Currently, I am an ANNUAL SUBSCRIBER; I have paid up front for the whole year (thru MAR 2011). I own/installed all my own equipment, a 311 receiver and a (legacy) Dish 500 SLNBF setup (to 110/119, using a sw21 to the 311). I use ONE TV only. I get the AT200 package, plus 2 premiums, but no locals (my OTA is fine). I live in Bowie, MD, 15 miles east of Washington DC. My local market would be DC.

To get HD my plan is as follows:

Purchase a 211K and a 1000.4 for about $200 total. Do the install myself.
Then call Dish to deactivate the 311, activate the 211K, and pay Dish the $99 HD for Life fee. That should be all the fees, and no additional monthly charges. [So, $300 total plus my labor. AFAIK, if I used the Dish'n It Up promotion I'd pay $99 install for a wing dish to 61.5, and $99 for HD for Life, but also have a 2 year commitment. Since I'm a pre-paid annual subscriber the CS Reps have a real hard time figuring out how to do this!].

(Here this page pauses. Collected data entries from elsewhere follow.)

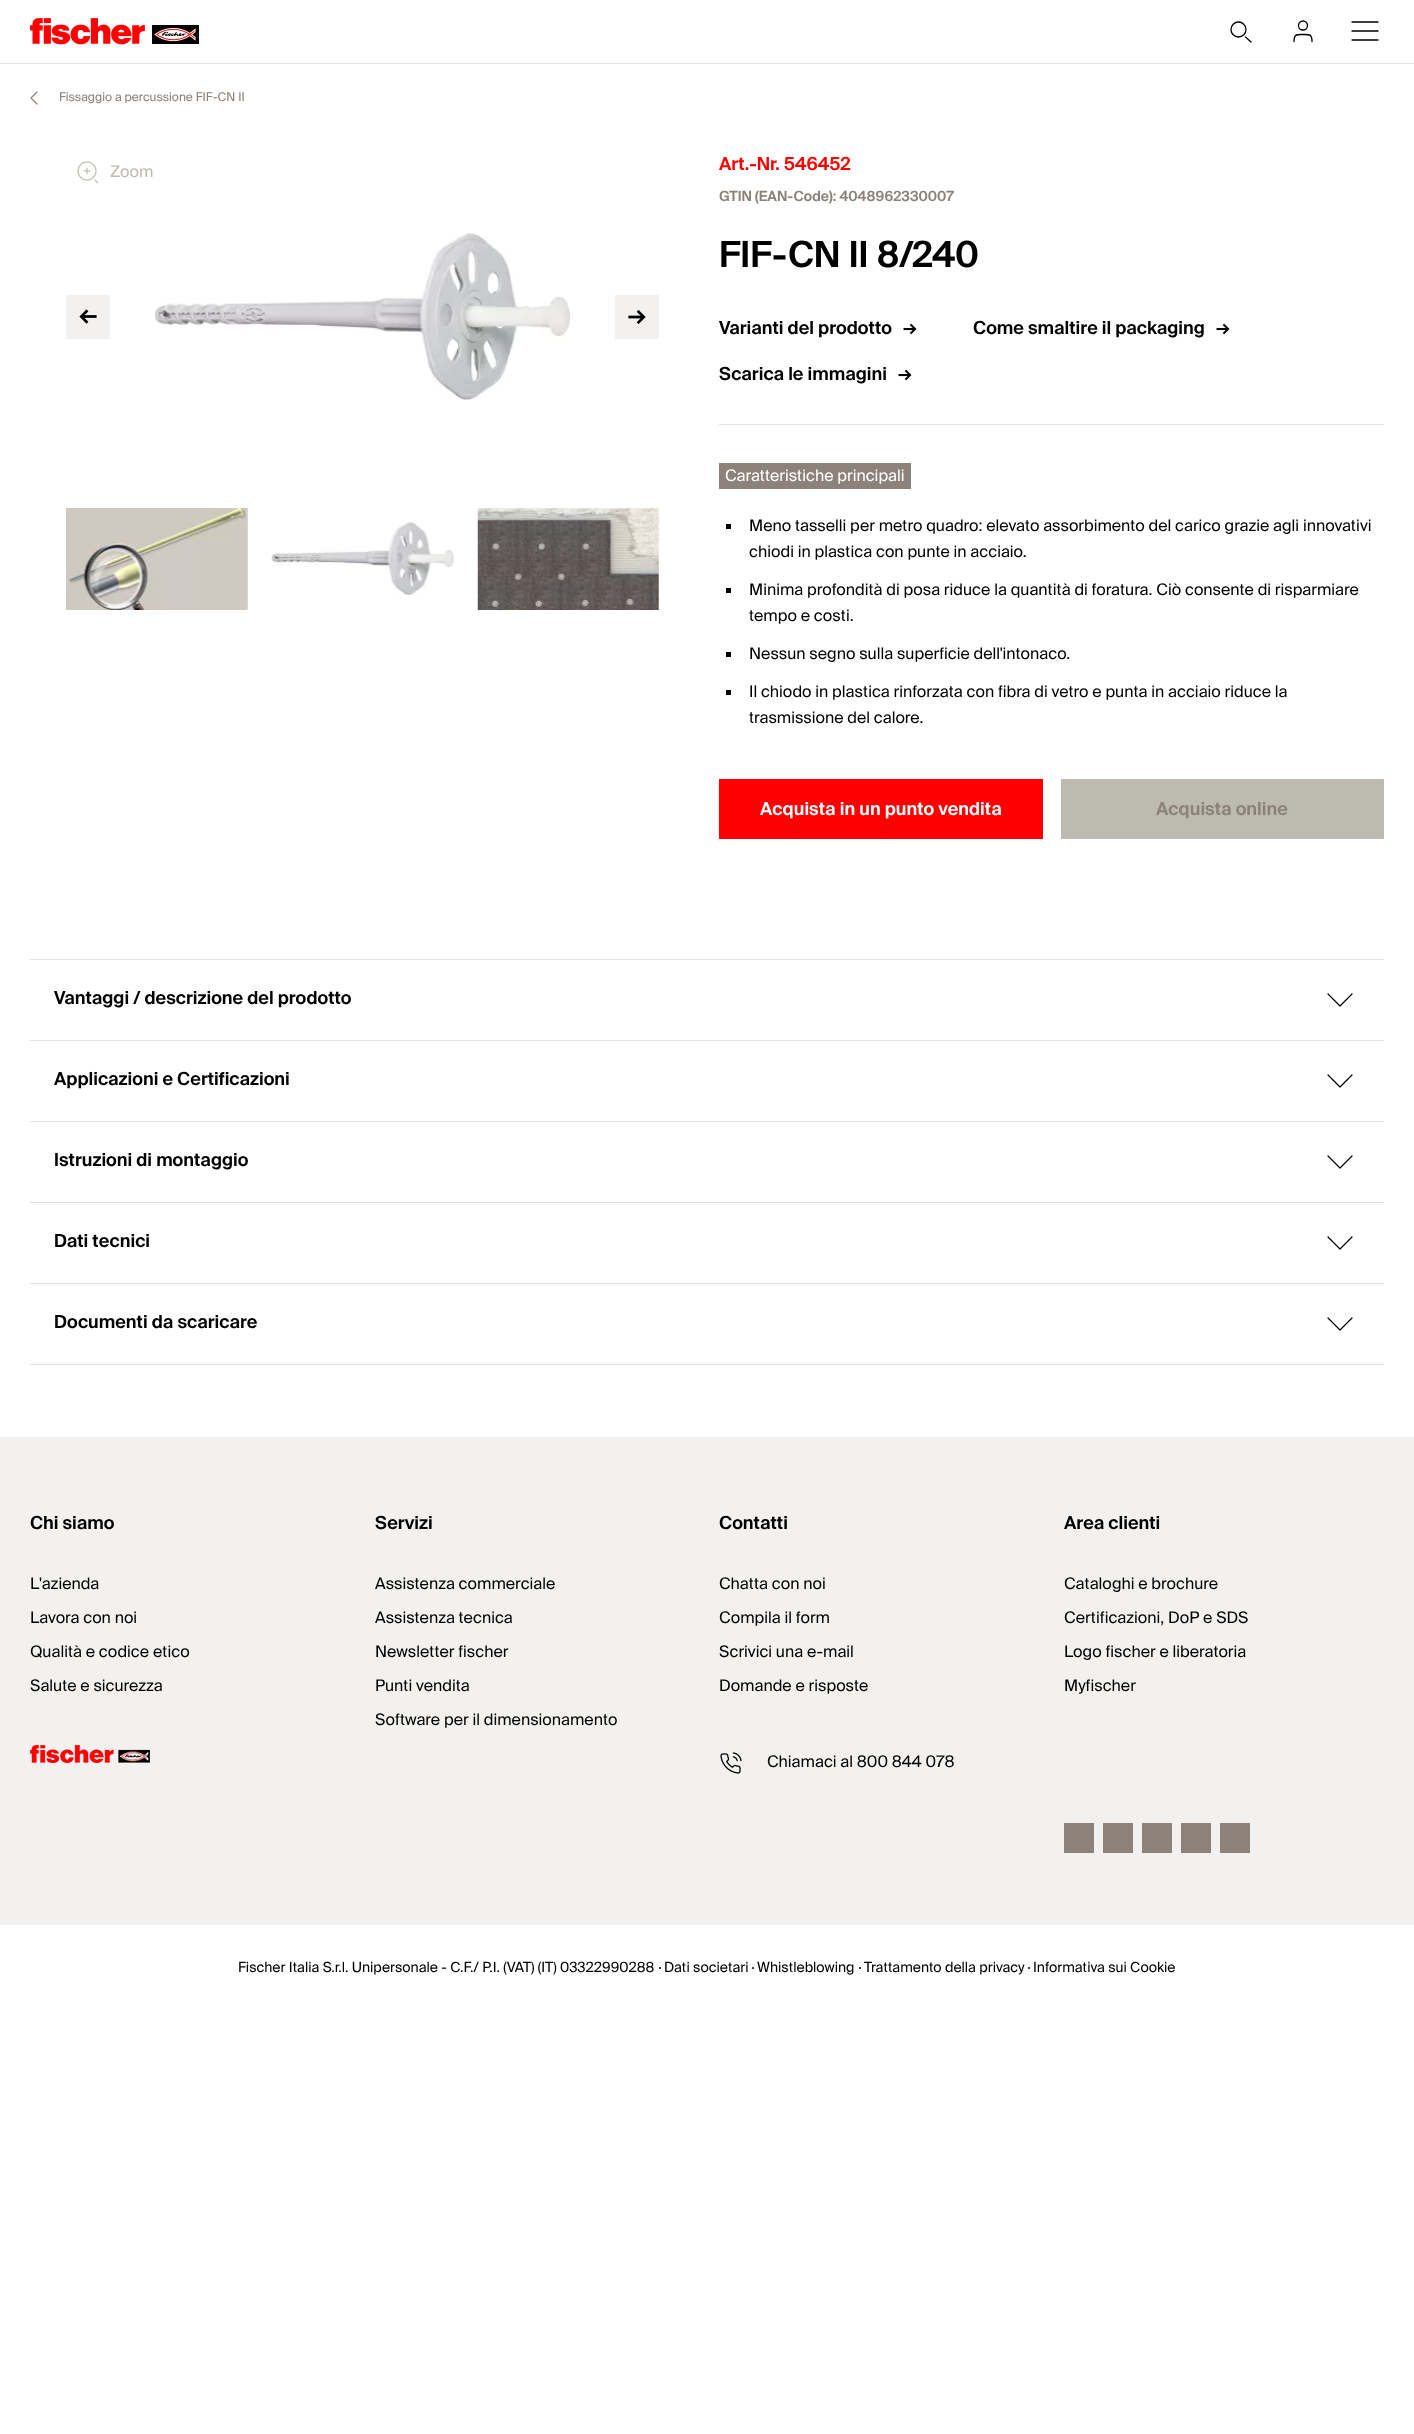 <svg xmlns="http://www.w3.org/2000/svg" width="1414" height="2434">
<style>
.a{font:12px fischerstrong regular;fill:#8c827a}
.b{font:16px fischerstrong regular;fill:#bdbab0}
.c{font:600 18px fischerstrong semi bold;fill:#f00}
.d{font:600 14px fischerstrong semi bold;fill:#8c827a}
.e{font:600 36px fischerstrong semi bold;fill:#000}
.f{font:600 18px fischerstrong semi bold;fill:#000}
.g{font:16px fischerstrong regular;fill:#fff}
.h{font:16px fischerstrong regular;fill:#000}
.i{font:600 18px fischerstrong semi bold;fill:#fff}
.j{font:600 18px fischerstrong semi bold;fill:#8c827a}
.k{font:14px fischerstrong regular;fill:#000}
</style>
<rect width="100%" height="100%" fill="#fff"/>
<path fill="#e5e3df" d="M0 63h1414v1H0z"/>
<image href="1.png" x="30" y="18" width="169" height="27"/>
<circle fill="none" stroke="#000" stroke-width="1.3" cx="1238.5" cy="29.5" r="7.5"/>
<path fill="none" stroke="#000" stroke-width="1.3" stroke-linecap="round" d="M1251 42l-5.5-5"/>
<path fill="none" stroke="#000" stroke-width="1.3" stroke-linecap="round" stroke-linejoin="round" d="M1312 41.5c0-7.5-2.5-7-9-7c-6.5 0-9-.5-9 7"/>
<circle fill="none" stroke="#000" stroke-width="1.3" cx="1303" cy="25.5" r="4.5"/>
<path fill="none" stroke="#000" stroke-width="1.3" stroke-linecap="round" stroke-linejoin="round" d="M1352 31h26m-26-9h26m-26 18h26"/>
<path fill="none" stroke="#8c827a" stroke-width="1.2" stroke-linecap="round" stroke-linejoin="round" d="M37 92l-6 6l6 6"/>
<image href="2.png" x="77" y="161" width="22" height="23"/>
<image href="3.png" x="155" y="233" width="415" height="167"/>
<path fill="#f2f1ef" d="M66 295h44v44H66z"/>
<image href="4.png" x="79" y="309" width="18" height="15"/>
<path fill="#f2f1ef" d="M615 295h44v44H615z"/>
<image href="5.png" x="628" y="310" width="18" height="14"/>
<image href="6.png" x="66" y="508" width="182" height="102"/>
<image href="7.png" x="271" y="522" width="183" height="73"/>
<image href="8.png" x="477" y="508" width="182" height="102"/>
<path fill="#e5e3df" d="M719 424h665v1H719z"/>
<image href="9.png" x="903" y="323" width="14" height="12"/>
<image href="9.png" x="1216" y="323" width="14" height="12"/>
<image href="9.png" x="898" y="369" width="14" height="12"/>
<path fill="#8c827a" d="M719 463h192v26H719z"/>
<path fill="#000" d="M726 524h5v5H726z"/>
<path fill="#000" d="M726 588h5v5H726z"/>
<path fill="#000" d="M726 652h5v5H726z"/>
<path fill="#000" d="M726 690h5v5H726z"/>
<path fill="#f00" d="M719 779h324v60H719z"/>
<path fill="#bdbab0" d="M1061 779h323v60H1061z"/>
<path fill="#e5e3df" d="M30 959h1354v1H30z"/>
<path fill="none" stroke="#000" stroke-width="1.2" stroke-linecap="round" stroke-linejoin="round" d="M1328 994l12 12l12-12"/>
<path fill="#e5e3df" d="M30 1040h1354v1H30z"/>
<path fill="none" stroke="#000" stroke-width="1.2" stroke-linecap="round" stroke-linejoin="round" d="M1328 1075l12 12l12-12"/>
<path fill="#e5e3df" d="M30 1121h1354v1H30z"/>
<path fill="none" stroke="#000" stroke-width="1.2" stroke-linecap="round" stroke-linejoin="round" d="M1328 1156l12 12l12-12"/>
<path fill="#e5e3df" d="M30 1202h1354v1H30z"/>
<path fill="none" stroke="#000" stroke-width="1.2" stroke-linecap="round" stroke-linejoin="round" d="M1328 1237l12 12l12-12"/>
<path fill="#e5e3df" d="M30 1283h1354v1H30z"/>
<path fill="#e5e3df" d="M30 1364h1354v1H30z"/>
<path fill="none" stroke="#000" stroke-width="1.2" stroke-linecap="round" stroke-linejoin="round" d="M1328 1318l12 12l12-12"/>
<path fill="#f2f1ef" d="M0 1437h1414v488H0z"/>
<image href="10.png" x="30" y="1745" width="120" height="18"/>
<image href="11.png" x="720" y="1752" width="22" height="22"/>
<path fill="#8c827a" d="M1064 1823h30v30H1064z"/>
<path fill="#8c827a" d="M1103 1823h30v30H1103z"/>
<path fill="#8c827a" d="M1142 1823h30v30H1142z"/>
<path fill="#8c827a" d="M1181 1823h30v30H1181z"/>
<path fill="#8c827a" d="M1220 1823h30v30H1220z"/>
<circle fill="#000" cx="660" cy="1968" r="1"/>
<circle fill="#000" cx="753" cy="1968" r="1"/>
<circle fill="#000" cx="860" cy="1968" r="1"/>
<circle fill="#000" cx="1029" cy="1968" r="1"/>
<text class="a" x="59" y="101">Fissaggio a percussione FIF-CN II</text>
<text class="b" x="110" y="177">Zoom</text>
<text class="c" x="719" y="170">Art.-Nr. 546452</text>
<text class="d" x="719" y="201">GTIN (EAN-Code): 4048962330007</text>
<text class="e" x="719" y="267">FIF-CN II 8/240</text>
<text class="f" x="719" y="334">Varianti del prodotto</text>
<text class="f" x="973" y="334">Come smaltire il packaging</text>
<text class="f" x="719" y="380">Scarica le immagini</text>
<text class="g" x="725" y="481">Caratteristiche principali</text>
<text class="h" x="749" y="531">Meno tasselli per metro quadro: elevato assorbimento del carico grazie agli innovativi</text>
<text class="h" x="749" y="557">chiodi in plastica con punte in acciaio.</text>
<text class="h" x="749" y="595">Minima profondità di posa riduce la quantità di foratura. Ciò consente di risparmiare</text>
<text class="h" x="749" y="621">tempo e costi.</text>
<text class="h" x="749" y="659">Nessun segno sulla superficie dell'intonaco.</text>
<text class="h" x="749" y="697">Il chiodo in plastica rinforzata con fibra di vetro e punta in acciaio riduce la</text>
<text class="h" x="749" y="723">trasmissione del calore.</text>
<text class="i" x="760" y="815">Acquista in un punto vendita</text>
<text class="j" x="1156" y="815">Acquista online</text>
<text class="f" x="54" y="1004">Vantaggi / descrizione del prodotto</text>
<text class="f" x="54" y="1085">Applicazioni e Certificazioni</text>
<text class="f" x="54" y="1166">Istruzioni di montaggio</text>
<text class="f" x="54" y="1247">Dati tecnici</text>
<text class="f" x="54" y="1328">Documenti da scaricare</text>
<text class="f" x="30" y="1529">Chi siamo</text>
<text class="h" x="30" y="1589">L'azienda</text>
<text class="h" x="30" y="1623">Lavora con noi</text>
<text class="h" x="30" y="1657">Qualità e codice etico</text>
<text class="h" x="30" y="1691">Salute e sicurezza</text>
<text class="f" x="375" y="1529">Servizi</text>
<text class="h" x="375" y="1589">Assistenza commerciale</text>
<text class="h" x="375" y="1623">Assistenza tecnica</text>
<text class="h" x="375" y="1657">Newsletter fischer</text>
<text class="h" x="375" y="1691">Punti vendita</text>
<text class="h" x="375" y="1725">Software per il dimensionamento</text>
<text class="f" x="719" y="1529">Contatti</text>
<text class="h" x="719" y="1589">Chatta con noi</text>
<text class="h" x="719" y="1623">Compila il form</text>
<text class="h" x="719" y="1657">Scrivici una e-mail</text>
<text class="h" x="719" y="1691">Domande e risposte</text>
<text class="h" x="767" y="1767">Chiamaci al 800 844 078</text>
<text class="f" x="1064" y="1529">Area clienti</text>
<text class="h" x="1064" y="1589">Cataloghi e brochure</text>
<text class="h" x="1064" y="1623">Certificazioni, DoP e SDS</text>
<text class="h" x="1064" y="1657">Logo fischer e liberatoria</text>
<text class="h" x="1064" y="1691">Myfischer</text>
<text class="k" x="238" y="1972">Fischer Italia S.r.l. Unipersonale - C.F./ P.I. (VAT) (IT) 03322990288</text>
<text class="k" x="664" y="1972">Dati societari</text>
<text class="k" x="757" y="1972">Whistleblowing</text>
<text class="k" x="864" y="1972">Trattamento della privacy</text>
<text class="k" x="1033" y="1972">Informativa sui Cookie</text>
</svg>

From what I've read, the 1000.4 is the way to go for future-proofing, NOT a 1000.2 (the 129 sat may not be too good for my location). Also, I think it would (still) be a single wire install, from Port 1 of the 1000.4 straight down to the 211k, no switches. Plus adding a second receiver in the future is just another single wire run from Port 2 or 3. IE, no wiring changes in the house.

The EA sats are at a steeper elevation angle (45 vs. 30), which means higher up (right?), so issues w/ trees should be better, yes? The 1000.4 does have side support struts, so 4x4 post mounting is out, but roof mount should be ok. I should get stronger signals via the EA too, right?

---

I know I could save the cost of the 1000.4 by just ADDING a wing to 61.5 and using another sw21 to combine it w/ the Dish500, but it's not much of a savings really. Unfortunately I junked my old dish300 antenna ages ago thinking it was worthless. oh well...

Thanks for any feedback,
Paul.


----------



## scooper (Apr 22, 2002)

I think it shows that you did your reading and I would agree 100% with your plan.


----------



## James Long (Apr 17, 2003)

javacat_paul said:


> FWIW, I've been w/ Dish for over 20 years. I know, they don't care!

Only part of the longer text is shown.